Trace the Evolution of Human Resource Management (HRM).

The modern concept of human resource management (HRM) finds its roots in the early 20th century notion of employee welfare. The large factories that evolved in the United States in the late 19th and early 20th centuries presented managers with major problems of workforce control.

The large scale use of immigrant labor combined with the traditional factory organization of sub-contracting to produce workplaces that had essentially become uncontrolled in any centralized sense of the word. Part of the solution to the problem of establishing management control on the factory floor was found in the development of Scientific Management or Taylorism as it came to be known after its founder, Frederick Taylor (Taylor, 1911).

Although usually thought of today as a prescription for the standardized method of work organization epitomized in the factory assembly line, Taylor actually devised his system in order to establish the leading role of managers in the control of organizations.

Taylorism is an early form of human resource management. It embodies the controlling role of managers who need to have full access to information held by workers on the best methods of carrying out their tasks and it advocates a major emphasis on the selection of the right person for the job, proper training to enable workers to gain the skills they require and good rates of pay to offset the boredom of working in a fragmented and high performance work environment.

One night be forgiven for thinking that these rules had been devised for modern call centers, an example of a contemporary workplace which embodies one of the oldest forms of management control.

Taylorism was, of course, most famously implemented by Henry Ford in his North American automotive plants. Ford is probably best remembered by students of work organization as the inventor or popularize of the moving assembly line for the production of cars. Because of Ford’s innovative combination of Taylorism as a form of management control and the process technology of the assembly line his name became permanently associated with the dominant 20th century form of work organization.

Fordism (Mathews, 1990). However, Ford is slightly less well remembered for his invention of the modern personnel department. In Ford’s larger plants he established “sociology” departments, precursors of the later “employee welfare” departments. The officers employed in the sociology departments pried into the private lives of Ford’s employees to ensure that no aspects of employees personal lives affected their performance at work.

In many cases, this involved Ford in the active welfare of employees and helping them in personal and family matters. In this respect, modern human resource management emerged from the concerns of larger employers with the welfare and performance of their workers.

From its employee welfare roots, “personnel management” spread within the USA and later into Europe and an increasing number of issues concerned with the management of people in organizations came to find a home in the personnel departments of the mid 20th century By the .1960s, the notion of personnel management had become well established with a number of clear areas of responsibility attached to it including:

  • Selection and recruitment.
  • Training and development.
  • Pay and conditions.
  • Industrial relations.
  • Employee welfare.
  • Occupational health and safety.

The emphasis in personnel management in the mid 20th century was on the regulation of the management of people in organizations.

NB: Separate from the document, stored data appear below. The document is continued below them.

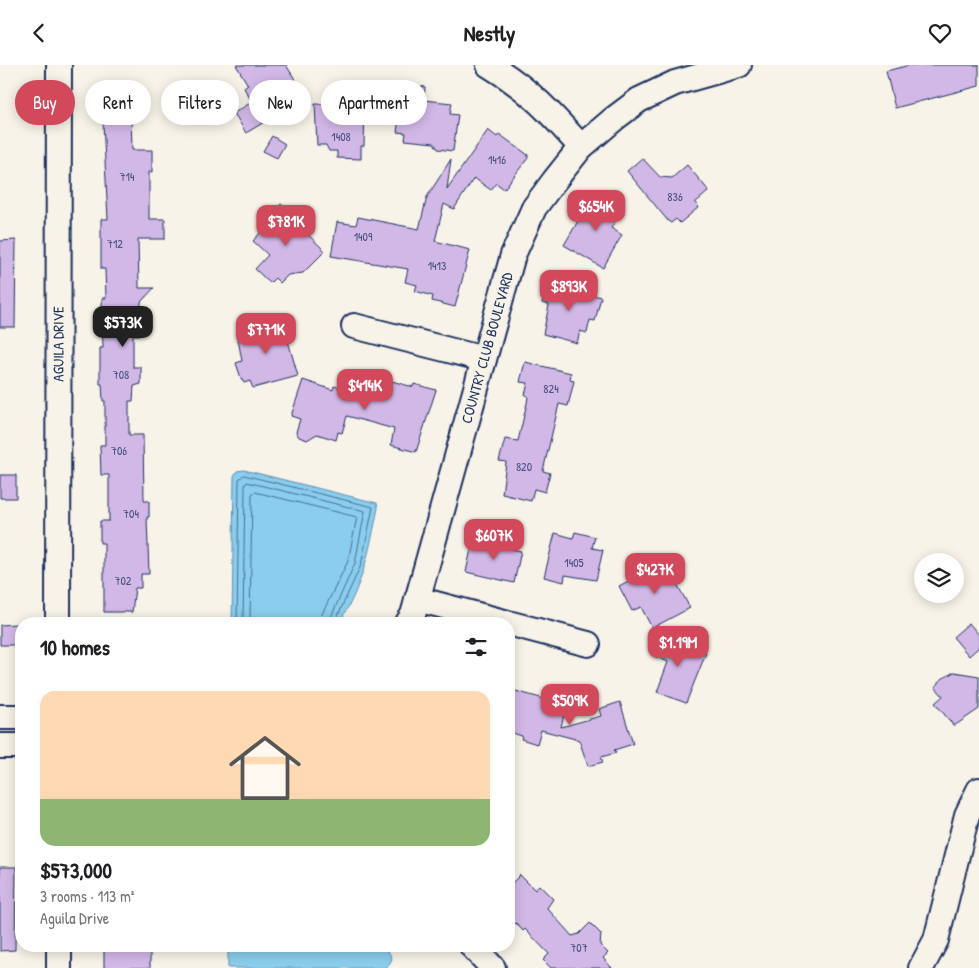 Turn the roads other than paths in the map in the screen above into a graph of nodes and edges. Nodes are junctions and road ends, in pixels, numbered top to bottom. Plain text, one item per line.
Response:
1 (59, 65) edge
2 (489, 65) edge
3 (739, 65) edge
4 (580, 147) junction
5 (354, 326) dead end
6 (484, 359) junction
7 (417, 599) junction
8 (58, 617) edge
9 (412, 617) edge
10 (485, 617) edge
11 (515, 625) edge
12 (588, 644) dead end
13 (0, 717) edge
14 (15, 717) edge
15 (15, 746) edge
16 (0, 747) edge
17 (979, 790) edge
18 (59, 952) edge
19 (478, 952) edge
20 (59, 968) edge
21 (493, 968) edge
22 (921, 968) edge

1 - 8 street, AGUILA DRIVE
2 - 4 street
3 - 4 street, COUNTRY CLUB BOULEVARD
4 - 6 street, COUNTRY CLUB BOULEVARD
5 - 6 street
6 - 7 street, COUNTRY CLUB BOULEVARD
7 - 9 street, COUNTRY CLUB BOULEVARD
7 - 10 street
11 - 12 street
13 - 14 street
15 - 16 street
17 - 22 street
18 - 20 street
19 - 21 street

This regulatory role was reinforced, particularly in Europe and Australia (less so in the USA) by increasing government regulation of employment conditions through legislation concerned with the conduct of industrial relations, discrimination, employment rights, health and safety and other employment conditions.

Personnel departments and personnel managers were tasked in larger organizations with producing policies and procedures that ensured that managers kept within the law in their dealings with employees. The procedural and regulatory emphasis in personnel management ensured that personnel departments were viewed as organizational policemen with a brief to control how manager related to their workers.

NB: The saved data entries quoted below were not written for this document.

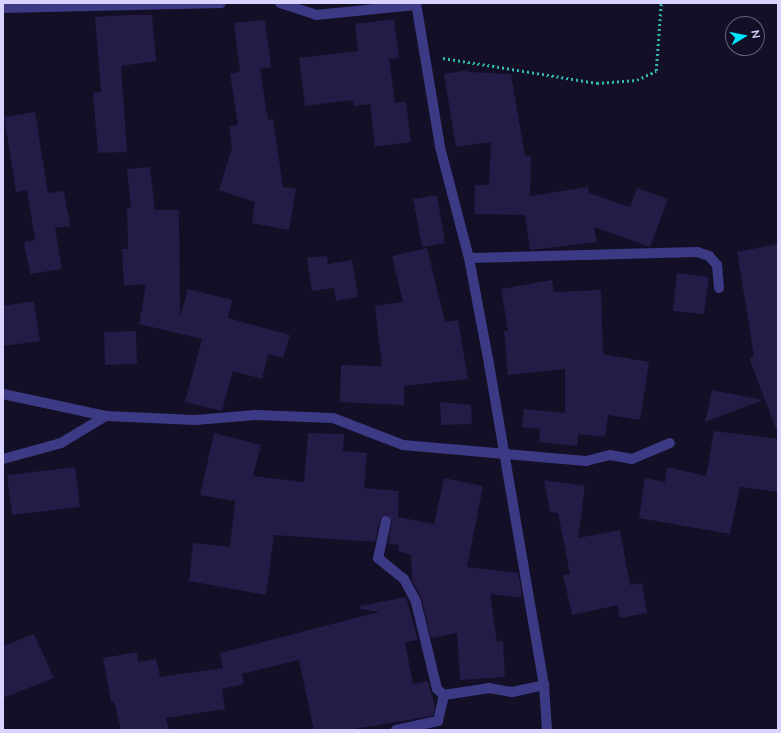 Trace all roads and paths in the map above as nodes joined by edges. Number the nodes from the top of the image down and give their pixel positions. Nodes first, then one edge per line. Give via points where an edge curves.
1 (221, 3) edge
2 (280, 3) edge
3 (661, 3) edge
4 (416, 4) edge
5 (3, 8) edge
6 (425, 55) junction
7 (469, 258) junction
8 (718, 288) dead end
9 (3, 394) edge
10 (106, 416) junction
11 (670, 443) dead end
12 (503, 451) junction
13 (3, 459) edge
14 (386, 521) dead end
15 (544, 685) junction
16 (444, 695) junction
17 (396, 730) edge
18 (547, 730) edge

1 - 5 street
2 - 4 street via 316,15
3 - 6 path via 656,72 637,80 597,83
4 - 6 street
6 - 7 street via 440,148
7 - 8 street via 697,252 708,256 717,265
7 - 12 street
9 - 10 street
10 - 12 street via 195,420 256,415 333,418 403,445
10 - 13 street via 61,443
11 - 12 street via 632,459 610,455 586,461
12 - 15 street
14 - 16 street via 378,558 404,579 416,602 435,684
15 - 16 street via 512,692 489,688
15 - 18 street
16 - 17 street via 438,721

In some, cases, personnel specialists were viewed as being on the side of the workers against management, not part of management at all. This ambivalence in the role of personnel in organizations led to the common complaint amongst personnel professionals that they were not taken seriously by other members of management and were often not included in discussions about the high level strategy of their organizations (Ulrich, 1997).

The rise of modern human resource management is more than just a change in terminology from personnel management to human resource management. A central feature of modern human resource management is the idea of engaging the commitment of employees with the goals of the organization.

This means that human resource management is not just about administering people but also about shaping the culture of the organization. This means that human resource management is literally too important to be left only to human resource managers.

Engaging the commitment of employees and shaping culture require the active participation and leadership offline managers. The issue of leadership is crucial to effective human resource management. It also means that human resource management has to relate very closely to the strategy of the organization.

This means looking at human resource management issues in a strategic light. The notion of workforce capability, the issue of the ageing of the workforce and the issue of enhancing the vocational competence of the workforce are key strategic human resource management issues. These issues call for a high level strategic response which is what human resource management is focused on.